### Your goal
The records are to be copied in their entirety, exactly as given.
□ □ □ □ □
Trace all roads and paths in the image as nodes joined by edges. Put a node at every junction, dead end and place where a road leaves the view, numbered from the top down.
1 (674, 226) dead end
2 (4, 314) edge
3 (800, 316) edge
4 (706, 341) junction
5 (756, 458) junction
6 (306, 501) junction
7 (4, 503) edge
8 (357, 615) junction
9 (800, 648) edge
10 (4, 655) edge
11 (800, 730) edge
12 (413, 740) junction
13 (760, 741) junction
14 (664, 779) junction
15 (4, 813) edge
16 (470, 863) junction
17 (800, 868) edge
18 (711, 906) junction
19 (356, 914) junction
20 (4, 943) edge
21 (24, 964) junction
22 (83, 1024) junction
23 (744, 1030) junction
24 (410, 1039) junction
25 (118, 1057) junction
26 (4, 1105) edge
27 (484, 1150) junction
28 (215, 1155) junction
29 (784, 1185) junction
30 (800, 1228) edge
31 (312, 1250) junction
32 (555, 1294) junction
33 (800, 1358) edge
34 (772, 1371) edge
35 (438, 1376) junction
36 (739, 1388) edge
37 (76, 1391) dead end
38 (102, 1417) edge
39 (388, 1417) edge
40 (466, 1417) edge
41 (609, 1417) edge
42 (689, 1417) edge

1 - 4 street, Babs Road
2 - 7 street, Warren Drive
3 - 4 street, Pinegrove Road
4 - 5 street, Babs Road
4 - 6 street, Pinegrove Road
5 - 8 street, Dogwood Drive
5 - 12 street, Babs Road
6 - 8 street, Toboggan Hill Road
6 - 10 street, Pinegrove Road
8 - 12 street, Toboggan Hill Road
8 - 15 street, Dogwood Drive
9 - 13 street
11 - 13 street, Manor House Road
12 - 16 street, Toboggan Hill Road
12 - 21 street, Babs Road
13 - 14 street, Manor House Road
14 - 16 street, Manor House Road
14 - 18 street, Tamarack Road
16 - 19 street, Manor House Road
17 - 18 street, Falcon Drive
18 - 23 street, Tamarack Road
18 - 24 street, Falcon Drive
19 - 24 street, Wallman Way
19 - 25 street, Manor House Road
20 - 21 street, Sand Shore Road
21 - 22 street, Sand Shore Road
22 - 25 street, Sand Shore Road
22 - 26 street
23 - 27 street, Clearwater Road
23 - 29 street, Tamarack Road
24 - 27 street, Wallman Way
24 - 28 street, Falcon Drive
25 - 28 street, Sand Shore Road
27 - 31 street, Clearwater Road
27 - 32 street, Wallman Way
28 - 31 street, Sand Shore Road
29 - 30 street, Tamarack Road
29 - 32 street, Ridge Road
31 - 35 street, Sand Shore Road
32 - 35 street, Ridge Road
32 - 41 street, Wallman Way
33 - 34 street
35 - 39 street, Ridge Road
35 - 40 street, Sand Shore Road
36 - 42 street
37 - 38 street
□ □ □ □ □
### Response to the task
Trace all roads and paths in the image as nodes joined by edges. Put a node at every junction, dead end and place where a road leaves the view, numbered from the top down.
1 (674, 226) dead end
2 (4, 314) edge
3 (800, 316) edge
4 (706, 341) junction
5 (756, 458) junction
6 (306, 501) junction
7 (4, 503) edge
8 (357, 615) junction
9 (800, 648) edge
10 (4, 655) edge
11 (800, 730) edge
12 (413, 740) junction
13 (760, 741) junction
14 (664, 779) junction
15 (4, 813) edge
16 (470, 863) junction
17 (800, 868) edge
18 (711, 906) junction
19 (356, 914) junction
20 (4, 943) edge
21 (24, 964) junction
22 (83, 1024) junction
23 (744, 1030) junction
24 (410, 1039) junction
25 (118, 1057) junction
26 (4, 1105) edge
27 (484, 1150) junction
28 (215, 1155) junction
29 (784, 1185) junction
30 (800, 1228) edge
31 (312, 1250) junction
32 (555, 1294) junction
33 (800, 1358) edge
34 (772, 1371) edge
35 (438, 1376) junction
36 (739, 1388) edge
37 (76, 1391) dead end
38 (102, 1417) edge
39 (388, 1417) edge
40 (466, 1417) edge
41 (609, 1417) edge
42 (689, 1417) edge

1 - 4 street, Babs Road
2 - 7 street, Warren Drive
3 - 4 street, Pinegrove Road
4 - 5 street, Babs Road
4 - 6 street, Pinegrove Road
5 - 8 street, Dogwood Drive
5 - 12 street, Babs Road
6 - 8 street, Toboggan Hill Road
6 - 10 street, Pinegrove Road
8 - 12 street, Toboggan Hill Road
8 - 15 street, Dogwood Drive
9 - 13 street
11 - 13 street, Manor House Road
12 - 16 street, Toboggan Hill Road
12 - 21 street, Babs Road
13 - 14 street, Manor House Road
14 - 16 street, Manor House Road
14 - 18 street, Tamarack Road
16 - 19 street, Manor House Road
17 - 18 street, Falcon Drive
18 - 23 street, Tamarack Road
18 - 24 street, Falcon Drive
19 - 24 street, Wallman Way
19 - 25 street, Manor House Road
20 - 21 street, Sand Shore Road
21 - 22 street, Sand Shore Road
22 - 25 street, Sand Shore Road
22 - 26 street
23 - 27 street, Clearwater Road
23 - 29 street, Tamarack Road
24 - 27 street, Wallman Way
24 - 28 street, Falcon Drive
25 - 28 street, Sand Shore Road
27 - 31 street, Clearwater Road
27 - 32 street, Wallman Way
28 - 31 street, Sand Shore Road
29 - 30 street, Tamarack Road
29 - 32 street, Ridge Road
31 - 35 street, Sand Shore Road
32 - 35 street, Ridge Road
32 - 41 street, Wallman Way
33 - 34 street
35 - 39 street, Ridge Road
35 - 40 street, Sand Shore Road
36 - 42 street
37 - 38 street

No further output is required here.